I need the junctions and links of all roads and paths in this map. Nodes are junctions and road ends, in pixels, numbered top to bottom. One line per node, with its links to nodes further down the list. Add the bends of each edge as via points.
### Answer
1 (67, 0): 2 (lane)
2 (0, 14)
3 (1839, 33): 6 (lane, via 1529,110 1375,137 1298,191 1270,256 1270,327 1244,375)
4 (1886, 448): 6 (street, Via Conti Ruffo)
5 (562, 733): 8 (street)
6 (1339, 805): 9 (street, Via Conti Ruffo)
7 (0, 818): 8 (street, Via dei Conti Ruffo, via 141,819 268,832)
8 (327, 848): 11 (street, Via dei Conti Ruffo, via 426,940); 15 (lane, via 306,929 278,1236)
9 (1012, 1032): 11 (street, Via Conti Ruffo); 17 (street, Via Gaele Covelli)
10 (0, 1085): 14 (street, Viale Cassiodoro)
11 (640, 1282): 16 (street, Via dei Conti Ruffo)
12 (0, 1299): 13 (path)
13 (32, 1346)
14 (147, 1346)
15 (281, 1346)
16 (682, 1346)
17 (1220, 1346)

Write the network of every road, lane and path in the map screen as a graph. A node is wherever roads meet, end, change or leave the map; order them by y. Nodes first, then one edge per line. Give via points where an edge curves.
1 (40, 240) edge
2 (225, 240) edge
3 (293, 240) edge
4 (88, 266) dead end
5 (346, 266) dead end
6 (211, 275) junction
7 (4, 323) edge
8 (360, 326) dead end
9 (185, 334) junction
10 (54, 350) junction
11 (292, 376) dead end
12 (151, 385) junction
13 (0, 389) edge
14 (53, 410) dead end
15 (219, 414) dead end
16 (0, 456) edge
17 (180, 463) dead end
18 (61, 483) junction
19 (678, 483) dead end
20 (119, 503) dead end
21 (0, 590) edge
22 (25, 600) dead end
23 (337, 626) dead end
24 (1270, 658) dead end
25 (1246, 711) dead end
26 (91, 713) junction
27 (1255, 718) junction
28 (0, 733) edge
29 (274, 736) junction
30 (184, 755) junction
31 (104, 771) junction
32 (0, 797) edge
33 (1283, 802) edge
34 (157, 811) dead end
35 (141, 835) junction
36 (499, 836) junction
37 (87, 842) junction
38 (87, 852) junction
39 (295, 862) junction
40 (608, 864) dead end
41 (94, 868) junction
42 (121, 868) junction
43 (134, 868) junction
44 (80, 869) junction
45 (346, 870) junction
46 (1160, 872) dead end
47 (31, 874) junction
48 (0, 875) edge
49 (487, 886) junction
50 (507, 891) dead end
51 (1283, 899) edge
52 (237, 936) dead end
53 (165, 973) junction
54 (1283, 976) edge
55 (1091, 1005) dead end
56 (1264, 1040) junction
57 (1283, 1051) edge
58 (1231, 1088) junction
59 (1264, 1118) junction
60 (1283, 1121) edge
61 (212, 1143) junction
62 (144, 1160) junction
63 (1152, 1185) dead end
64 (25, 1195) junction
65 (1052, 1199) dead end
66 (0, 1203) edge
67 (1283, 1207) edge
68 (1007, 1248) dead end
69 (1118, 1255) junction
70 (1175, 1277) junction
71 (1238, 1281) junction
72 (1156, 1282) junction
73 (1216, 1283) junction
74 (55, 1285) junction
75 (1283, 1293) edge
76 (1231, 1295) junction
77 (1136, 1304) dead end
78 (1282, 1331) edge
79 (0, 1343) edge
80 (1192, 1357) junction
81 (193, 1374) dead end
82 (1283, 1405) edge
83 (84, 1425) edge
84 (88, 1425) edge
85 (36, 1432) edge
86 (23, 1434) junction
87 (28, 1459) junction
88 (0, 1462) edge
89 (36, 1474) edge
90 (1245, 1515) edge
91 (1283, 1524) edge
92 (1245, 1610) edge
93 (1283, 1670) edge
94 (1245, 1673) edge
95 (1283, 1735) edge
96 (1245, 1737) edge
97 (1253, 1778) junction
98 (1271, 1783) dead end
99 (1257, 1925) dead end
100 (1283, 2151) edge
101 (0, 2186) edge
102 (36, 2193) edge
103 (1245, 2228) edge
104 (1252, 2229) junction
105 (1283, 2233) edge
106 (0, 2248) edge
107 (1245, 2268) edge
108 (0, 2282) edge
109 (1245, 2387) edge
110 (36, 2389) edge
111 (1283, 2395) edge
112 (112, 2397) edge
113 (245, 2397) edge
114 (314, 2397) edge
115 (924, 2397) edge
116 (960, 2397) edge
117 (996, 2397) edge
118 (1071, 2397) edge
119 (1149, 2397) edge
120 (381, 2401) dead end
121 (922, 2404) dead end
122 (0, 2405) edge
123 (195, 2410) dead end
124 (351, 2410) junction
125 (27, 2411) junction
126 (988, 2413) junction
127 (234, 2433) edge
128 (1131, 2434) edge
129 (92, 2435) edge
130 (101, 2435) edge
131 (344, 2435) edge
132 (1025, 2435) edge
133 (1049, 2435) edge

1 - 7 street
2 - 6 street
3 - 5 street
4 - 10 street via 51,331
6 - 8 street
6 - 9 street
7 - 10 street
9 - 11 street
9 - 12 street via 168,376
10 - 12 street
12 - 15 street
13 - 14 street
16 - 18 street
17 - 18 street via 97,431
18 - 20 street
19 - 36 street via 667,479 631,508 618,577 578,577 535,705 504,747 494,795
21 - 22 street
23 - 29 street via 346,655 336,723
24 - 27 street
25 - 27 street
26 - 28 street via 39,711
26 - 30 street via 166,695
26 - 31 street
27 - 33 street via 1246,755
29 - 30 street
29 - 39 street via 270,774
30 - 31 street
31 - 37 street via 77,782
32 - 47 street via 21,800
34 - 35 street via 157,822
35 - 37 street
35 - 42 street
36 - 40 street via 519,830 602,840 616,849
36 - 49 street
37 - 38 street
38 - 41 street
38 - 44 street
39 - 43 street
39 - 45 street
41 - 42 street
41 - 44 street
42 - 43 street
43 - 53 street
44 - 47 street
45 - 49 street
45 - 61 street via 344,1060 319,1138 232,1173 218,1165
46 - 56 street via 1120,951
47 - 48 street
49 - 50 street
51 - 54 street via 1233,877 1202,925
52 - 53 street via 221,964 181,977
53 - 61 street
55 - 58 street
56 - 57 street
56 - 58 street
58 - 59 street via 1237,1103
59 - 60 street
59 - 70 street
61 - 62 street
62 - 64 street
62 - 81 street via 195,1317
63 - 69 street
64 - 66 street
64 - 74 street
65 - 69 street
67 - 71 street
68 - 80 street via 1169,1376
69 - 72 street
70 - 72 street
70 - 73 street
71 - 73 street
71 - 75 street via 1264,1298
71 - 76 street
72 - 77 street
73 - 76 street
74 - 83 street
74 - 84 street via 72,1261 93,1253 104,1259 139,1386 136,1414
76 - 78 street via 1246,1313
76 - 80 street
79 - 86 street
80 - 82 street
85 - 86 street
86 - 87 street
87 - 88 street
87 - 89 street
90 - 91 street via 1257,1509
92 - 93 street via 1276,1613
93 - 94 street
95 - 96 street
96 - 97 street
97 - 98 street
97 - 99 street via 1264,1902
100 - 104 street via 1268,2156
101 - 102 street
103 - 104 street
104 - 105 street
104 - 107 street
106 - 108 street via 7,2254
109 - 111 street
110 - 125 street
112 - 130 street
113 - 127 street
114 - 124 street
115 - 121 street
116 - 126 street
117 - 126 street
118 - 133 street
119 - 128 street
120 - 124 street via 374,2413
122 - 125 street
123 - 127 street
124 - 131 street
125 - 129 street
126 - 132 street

++++++

### TASK
Look through the entries and find each line that has the string "roads". Copy those lines.

### RESULT
I need the junctions and links of all roads and paths in this map. Nodes are junctions and road ends, in pixels, numbered top to bottom. One line per node, with its links to nodes further down the list. Add the bends of each edge as via points.
Write the network of every road, lane and path in the map screen as a graph. A node is wherever roads meet, end, change or leave the map; order them by y. Nodes first, then one edge per line. Give via points where an edge curves.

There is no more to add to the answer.